Work required
Search the listing for the word "roads". Copy every line where it is found.

Provided material

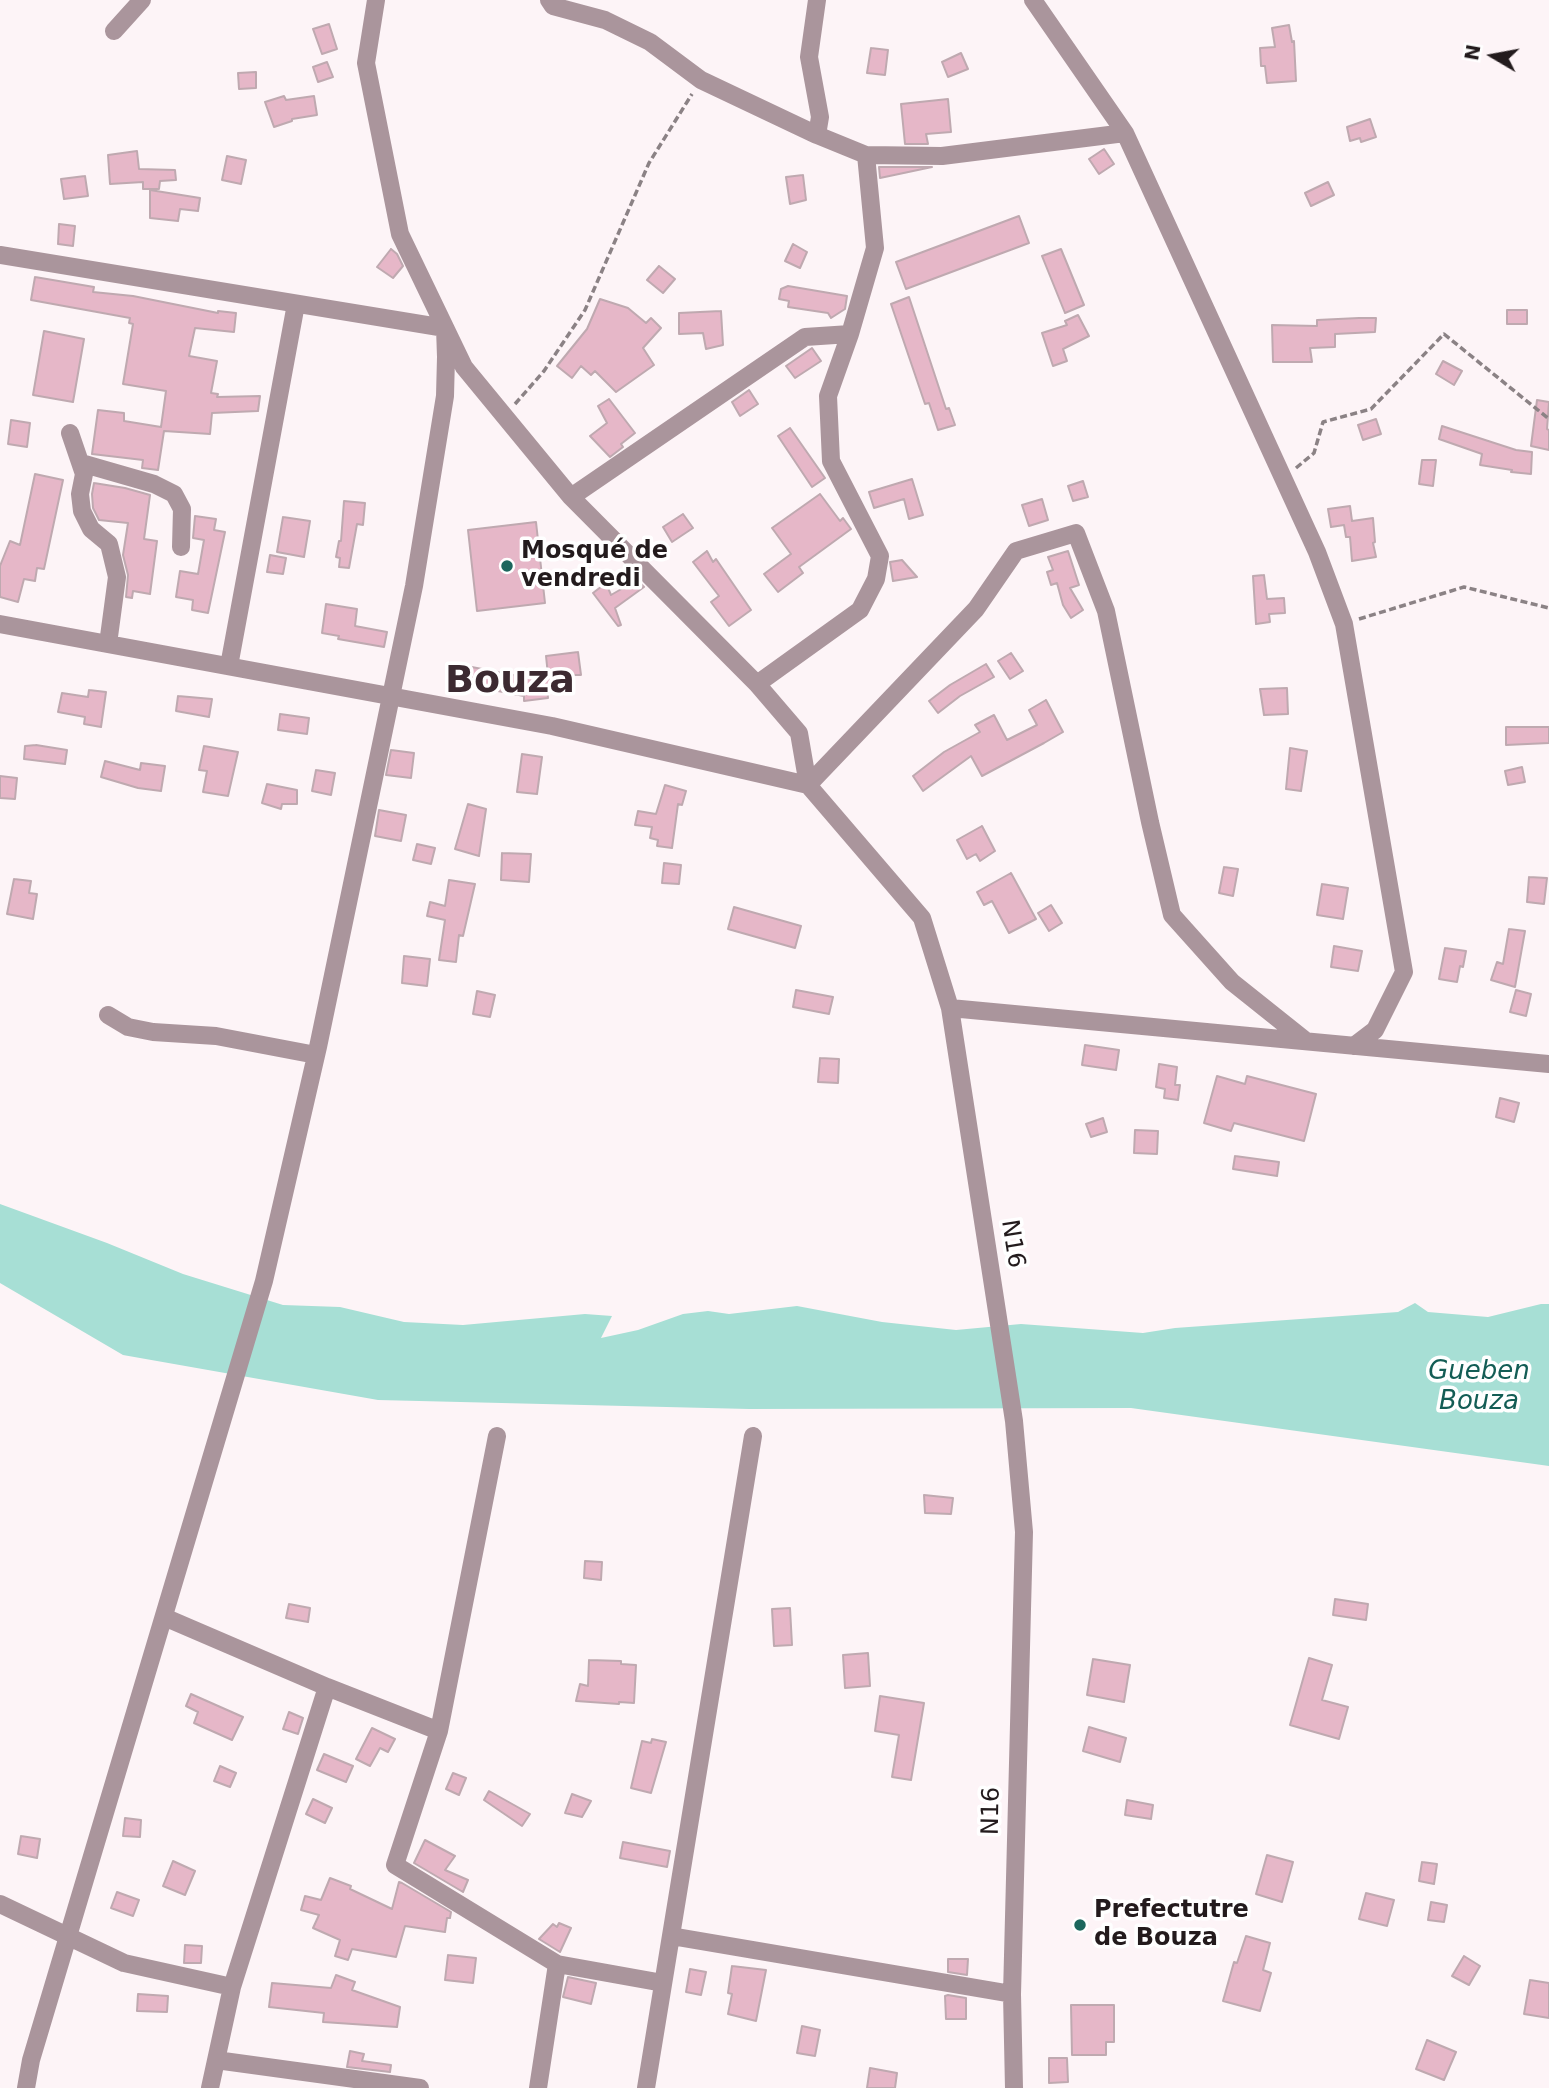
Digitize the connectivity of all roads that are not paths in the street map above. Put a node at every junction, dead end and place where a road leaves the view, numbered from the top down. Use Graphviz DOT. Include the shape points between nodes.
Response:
graph roads {
  1 [pos="142,0"];
  2 [pos="376,0"];
  3 [pos="549,0"];
  4 [pos="817,0"];
  5 [pos="1033,0"];
  6 [pos="114,31"];
  7 [pos="1125,133"];
  8 [pos="817,135"];
  9 [pos="866,155"];
  10 [pos="0,255"];
  11 [pos="296,304"];
  12 [pos="445,328"];
  13 [pos="850,334"];
  14 [pos="70,433"];
  15 [pos="81,463"];
  16 [pos="571,497"];
  17 [pos="181,547"];
  18 [pos="0,624"];
  19 [pos="108,644"];
  20 [pos="229,666"];
  21 [pos="757,684"];
  22 [pos="392,697"];
  23 [pos="808,785"];
  24 [pos="950,1008"];
  25 [pos="108,1015"];
  26 [pos="1306,1041"];
  27 [pos="1354,1046"];
  28 [pos="316,1055"];
  29 [pos="1549,1064"];
  30 [pos="497,1436"];
  31 [pos="753,1436"];
  32 [pos="164,1617"];
  33 [pos="327,1687"];
  34 [pos="439,1731"];
  35 [pos="0,1904"];
  36 [pos="671,1936"];
  37 [pos="67,1938"];
  38 [pos="557,1964"];
  39 [pos="663,1983"];
  40 [pos="232,1987"];
  41 [pos="1012,1994"];
  42 [pos="216,2060"];
  43 [pos="26,2088"];
  44 [pos="210,2088"];
  45 [pos="420,2088"];
  46 [pos="538,2088"];
  47 [pos="646,2088"];
  48 [pos="1014,2088"];
  1 -- 6 [label="street"];
  2 -- 12 [label="street" via="366,63 400,234"];
  3 -- 8 [label="street" via="553,6 606,20 650,42 701,80"];
  4 -- 8 [label="street" via="809,57 820,117"];
  5 -- 7 [label="street"];
  7 -- 9 [label="street" via="942,156"];
  7 -- 27 [label="street" via="1317,552 1344,624 1404,972 1375,1030"];
  8 -- 9 [label="street"];
  9 -- 13 [label="street" via="875,248"];
  10 -- 11 [label="street"];
  11 -- 12 [label="street"];
  11 -- 20 [label="street"];
  12 -- 16 [label="street" via="464,368"];
  12 -- 22 [label="street" via="445,396"];
  13 -- 16 [label="street" via="805,337"];
  13 -- 21 [label="street" via="828,396 831,461 880,555 876,579 860,610"];
  14 -- 15 [label="street"];
  15 -- 17 [label="street" via="174,494 182,509"];
  15 -- 19 [label="street" via="82,511 91,528 109,544 117,577"];
  16 -- 21 [label="street"];
  18 -- 19 [label="street"];
  19 -- 20 [label="street"];
  20 -- 22 [label="street"];
  21 -- 23 [label="street" via="799,733"];
  22 -- 23 [label="street" via="552,726"];
  22 -- 28 [label="street"];
  23 -- 24 [label="street, N16" via="922,918"];
  23 -- 26 [label="street" via="975,609 1016,551 1076,533 1106,611 1172,915 1232,982"];
  24 -- 26 [label="street"];
  24 -- 41 [label="street, N16" via="1014,1421 1024,1532"];
  25 -- 28 [label="street" via="128,1027 153,1032 216,1036"];
  26 -- 27 [label="street"];
  27 -- 29 [label="street"];
  28 -- 32 [label="street" via="264,1281"];
  30 -- 34 [label="street"];
  31 -- 36 [label="street"];
  32 -- 33 [label="street"];
  32 -- 37 [label="street"];
  33 -- 34 [label="street"];
  33 -- 40 [label="street"];
  34 -- 38 [label="street" via="395,1865"];
  35 -- 37 [label="street"];
  36 -- 39 [label="street"];
  36 -- 41 [label="street"];
  37 -- 40 [label="street" via="124,1963"];
  37 -- 43 [label="street"];
  38 -- 39 [label="street"];
  38 -- 46 [label="street"];
  39 -- 47 [label="street"];
  40 -- 42 [label="street"];
  41 -- 48 [label="street, N16"];
  42 -- 44 [label="street"];
  42 -- 45 [label="street"];
}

Written response
Digitize the connectivity of all roads that are not paths in the street map above. Put a node at every junction, dead end and place where a road leaves the view, numbered from the top down. Use Graphviz DOT. Include the shape points between nodes.
graph roads {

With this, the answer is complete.